-------- Data for this task
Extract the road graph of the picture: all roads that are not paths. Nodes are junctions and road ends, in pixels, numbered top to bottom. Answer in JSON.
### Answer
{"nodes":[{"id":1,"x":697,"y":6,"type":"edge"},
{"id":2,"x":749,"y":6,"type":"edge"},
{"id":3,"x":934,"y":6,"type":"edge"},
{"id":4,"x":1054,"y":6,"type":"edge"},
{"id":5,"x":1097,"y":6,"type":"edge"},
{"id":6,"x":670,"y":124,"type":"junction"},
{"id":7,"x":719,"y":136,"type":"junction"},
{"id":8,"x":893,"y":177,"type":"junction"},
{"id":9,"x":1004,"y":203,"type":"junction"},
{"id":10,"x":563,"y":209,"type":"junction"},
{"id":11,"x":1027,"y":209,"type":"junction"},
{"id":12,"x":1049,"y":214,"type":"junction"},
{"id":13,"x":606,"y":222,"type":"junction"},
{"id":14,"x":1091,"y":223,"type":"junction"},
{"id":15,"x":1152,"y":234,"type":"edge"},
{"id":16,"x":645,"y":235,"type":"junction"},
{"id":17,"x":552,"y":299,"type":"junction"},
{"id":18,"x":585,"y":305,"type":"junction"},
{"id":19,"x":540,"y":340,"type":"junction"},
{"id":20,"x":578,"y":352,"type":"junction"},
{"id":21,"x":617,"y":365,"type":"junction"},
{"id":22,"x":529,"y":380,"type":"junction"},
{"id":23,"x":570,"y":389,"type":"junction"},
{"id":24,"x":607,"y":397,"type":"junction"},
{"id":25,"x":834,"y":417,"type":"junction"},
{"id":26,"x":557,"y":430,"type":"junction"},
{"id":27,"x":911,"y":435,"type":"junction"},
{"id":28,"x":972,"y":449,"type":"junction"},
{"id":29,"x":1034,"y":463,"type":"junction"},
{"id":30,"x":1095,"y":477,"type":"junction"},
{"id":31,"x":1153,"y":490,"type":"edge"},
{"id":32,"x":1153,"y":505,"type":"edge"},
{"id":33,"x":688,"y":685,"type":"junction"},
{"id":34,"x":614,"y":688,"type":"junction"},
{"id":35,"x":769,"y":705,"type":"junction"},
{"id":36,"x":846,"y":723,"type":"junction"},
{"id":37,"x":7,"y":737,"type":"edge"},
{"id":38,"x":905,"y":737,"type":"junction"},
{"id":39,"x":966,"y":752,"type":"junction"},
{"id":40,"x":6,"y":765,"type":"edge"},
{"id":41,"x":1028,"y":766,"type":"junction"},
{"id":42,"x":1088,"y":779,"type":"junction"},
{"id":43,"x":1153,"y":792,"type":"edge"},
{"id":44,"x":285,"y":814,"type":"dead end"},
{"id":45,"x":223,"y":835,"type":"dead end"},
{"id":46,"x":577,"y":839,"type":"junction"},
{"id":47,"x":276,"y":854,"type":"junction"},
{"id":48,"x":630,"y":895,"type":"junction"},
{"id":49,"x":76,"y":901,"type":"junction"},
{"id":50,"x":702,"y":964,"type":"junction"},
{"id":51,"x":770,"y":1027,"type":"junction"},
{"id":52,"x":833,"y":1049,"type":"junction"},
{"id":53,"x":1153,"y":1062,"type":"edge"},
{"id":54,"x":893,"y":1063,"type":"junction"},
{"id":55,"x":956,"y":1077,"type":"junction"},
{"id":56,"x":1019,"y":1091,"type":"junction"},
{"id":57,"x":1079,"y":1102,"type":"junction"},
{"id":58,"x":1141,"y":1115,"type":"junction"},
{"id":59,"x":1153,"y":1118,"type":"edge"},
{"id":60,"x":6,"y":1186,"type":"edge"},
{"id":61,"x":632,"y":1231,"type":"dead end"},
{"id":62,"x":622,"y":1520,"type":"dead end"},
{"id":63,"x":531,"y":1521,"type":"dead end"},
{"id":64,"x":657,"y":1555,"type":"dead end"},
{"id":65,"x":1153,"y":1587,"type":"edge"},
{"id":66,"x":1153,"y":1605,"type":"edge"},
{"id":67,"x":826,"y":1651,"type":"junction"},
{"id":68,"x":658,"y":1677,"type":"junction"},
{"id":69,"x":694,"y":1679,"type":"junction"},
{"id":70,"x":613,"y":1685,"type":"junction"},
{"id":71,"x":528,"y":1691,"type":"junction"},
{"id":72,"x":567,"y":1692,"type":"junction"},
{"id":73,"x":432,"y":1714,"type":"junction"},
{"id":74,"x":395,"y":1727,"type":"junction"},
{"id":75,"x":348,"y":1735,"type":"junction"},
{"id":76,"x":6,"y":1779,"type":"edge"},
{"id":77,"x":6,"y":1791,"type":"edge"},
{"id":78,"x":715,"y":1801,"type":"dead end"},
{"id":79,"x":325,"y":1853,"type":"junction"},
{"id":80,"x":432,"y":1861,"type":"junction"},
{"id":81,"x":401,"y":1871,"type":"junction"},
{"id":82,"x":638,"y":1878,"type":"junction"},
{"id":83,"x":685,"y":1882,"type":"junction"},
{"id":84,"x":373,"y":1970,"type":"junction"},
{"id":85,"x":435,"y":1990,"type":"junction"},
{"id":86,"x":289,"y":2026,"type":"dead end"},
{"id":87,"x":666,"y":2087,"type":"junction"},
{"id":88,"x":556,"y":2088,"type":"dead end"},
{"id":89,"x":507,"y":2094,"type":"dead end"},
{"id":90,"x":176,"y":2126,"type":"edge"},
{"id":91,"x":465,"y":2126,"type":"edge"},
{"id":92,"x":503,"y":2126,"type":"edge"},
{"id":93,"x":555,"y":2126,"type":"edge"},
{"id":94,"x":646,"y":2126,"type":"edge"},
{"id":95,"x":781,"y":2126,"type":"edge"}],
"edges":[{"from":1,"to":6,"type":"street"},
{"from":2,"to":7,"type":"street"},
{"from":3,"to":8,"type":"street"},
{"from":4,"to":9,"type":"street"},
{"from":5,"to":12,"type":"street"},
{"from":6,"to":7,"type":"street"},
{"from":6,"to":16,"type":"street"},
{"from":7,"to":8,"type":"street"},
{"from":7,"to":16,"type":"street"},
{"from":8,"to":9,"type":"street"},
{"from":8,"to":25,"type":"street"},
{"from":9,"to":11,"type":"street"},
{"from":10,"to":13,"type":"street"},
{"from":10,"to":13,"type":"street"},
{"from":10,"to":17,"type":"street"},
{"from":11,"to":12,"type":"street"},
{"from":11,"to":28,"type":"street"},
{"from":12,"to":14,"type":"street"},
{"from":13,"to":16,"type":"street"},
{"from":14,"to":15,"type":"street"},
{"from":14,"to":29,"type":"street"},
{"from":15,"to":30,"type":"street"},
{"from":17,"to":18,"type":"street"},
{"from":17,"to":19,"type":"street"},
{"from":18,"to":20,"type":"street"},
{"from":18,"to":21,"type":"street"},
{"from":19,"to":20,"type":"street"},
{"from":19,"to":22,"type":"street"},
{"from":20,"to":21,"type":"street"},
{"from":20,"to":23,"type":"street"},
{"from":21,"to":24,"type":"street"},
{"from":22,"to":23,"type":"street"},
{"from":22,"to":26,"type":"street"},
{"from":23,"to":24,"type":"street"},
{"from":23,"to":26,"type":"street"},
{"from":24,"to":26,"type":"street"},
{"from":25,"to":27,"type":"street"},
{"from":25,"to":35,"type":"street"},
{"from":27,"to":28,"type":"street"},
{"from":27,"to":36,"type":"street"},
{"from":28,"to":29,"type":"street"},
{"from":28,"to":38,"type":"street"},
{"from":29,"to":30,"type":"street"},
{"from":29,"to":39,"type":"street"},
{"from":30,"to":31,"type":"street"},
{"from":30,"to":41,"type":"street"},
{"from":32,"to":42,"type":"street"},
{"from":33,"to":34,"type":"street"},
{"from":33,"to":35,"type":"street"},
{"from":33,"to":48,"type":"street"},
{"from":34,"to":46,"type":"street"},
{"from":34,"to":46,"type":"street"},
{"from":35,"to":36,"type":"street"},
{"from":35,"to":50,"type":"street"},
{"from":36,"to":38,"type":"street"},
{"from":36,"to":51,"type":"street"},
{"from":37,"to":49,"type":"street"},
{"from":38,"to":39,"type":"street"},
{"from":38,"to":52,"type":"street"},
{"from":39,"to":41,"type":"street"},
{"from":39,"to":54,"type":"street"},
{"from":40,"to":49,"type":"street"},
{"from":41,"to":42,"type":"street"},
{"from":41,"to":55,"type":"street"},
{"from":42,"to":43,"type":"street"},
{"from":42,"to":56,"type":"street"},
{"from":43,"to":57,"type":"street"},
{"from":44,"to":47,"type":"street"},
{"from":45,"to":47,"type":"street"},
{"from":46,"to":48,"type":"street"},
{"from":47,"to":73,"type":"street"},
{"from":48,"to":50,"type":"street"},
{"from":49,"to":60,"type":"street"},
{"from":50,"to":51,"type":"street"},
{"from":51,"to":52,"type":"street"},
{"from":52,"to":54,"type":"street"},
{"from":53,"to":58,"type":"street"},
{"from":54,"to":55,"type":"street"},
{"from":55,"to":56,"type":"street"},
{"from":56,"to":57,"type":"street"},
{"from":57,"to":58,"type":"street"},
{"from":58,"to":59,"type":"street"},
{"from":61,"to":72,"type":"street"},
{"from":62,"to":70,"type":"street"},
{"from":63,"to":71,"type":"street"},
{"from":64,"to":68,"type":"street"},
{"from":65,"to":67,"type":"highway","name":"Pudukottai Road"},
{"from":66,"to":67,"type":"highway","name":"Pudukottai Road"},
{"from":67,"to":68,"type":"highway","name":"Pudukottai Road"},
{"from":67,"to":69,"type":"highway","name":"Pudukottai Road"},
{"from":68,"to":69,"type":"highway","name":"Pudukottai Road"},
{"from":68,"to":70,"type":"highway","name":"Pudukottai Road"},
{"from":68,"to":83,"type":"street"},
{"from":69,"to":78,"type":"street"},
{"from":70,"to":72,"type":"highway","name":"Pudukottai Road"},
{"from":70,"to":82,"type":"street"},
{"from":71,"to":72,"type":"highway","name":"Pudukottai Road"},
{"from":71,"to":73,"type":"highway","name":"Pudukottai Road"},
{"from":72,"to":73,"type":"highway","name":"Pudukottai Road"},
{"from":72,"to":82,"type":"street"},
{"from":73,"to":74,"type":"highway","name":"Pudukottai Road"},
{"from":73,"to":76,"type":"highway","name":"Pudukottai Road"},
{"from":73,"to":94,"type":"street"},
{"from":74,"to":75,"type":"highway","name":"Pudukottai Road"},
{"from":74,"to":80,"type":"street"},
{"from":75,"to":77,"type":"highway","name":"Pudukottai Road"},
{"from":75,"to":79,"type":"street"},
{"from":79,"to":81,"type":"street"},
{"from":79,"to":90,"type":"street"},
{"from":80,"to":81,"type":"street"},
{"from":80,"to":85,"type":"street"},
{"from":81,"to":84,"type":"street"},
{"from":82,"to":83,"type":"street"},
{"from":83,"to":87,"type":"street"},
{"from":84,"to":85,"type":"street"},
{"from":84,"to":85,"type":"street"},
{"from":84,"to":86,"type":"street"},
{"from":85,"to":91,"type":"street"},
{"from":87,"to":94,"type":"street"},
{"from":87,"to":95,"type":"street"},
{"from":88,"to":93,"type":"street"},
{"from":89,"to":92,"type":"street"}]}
----------------
(Work item)
Look through the listing, and copy each line that contains the word "Answer".

(Response area)
Extract the road graph of the picture: all roads that are not paths. Nodes are junctions and road ends, in pixels, numbered top to bottom. Answer in JSON.
### Answer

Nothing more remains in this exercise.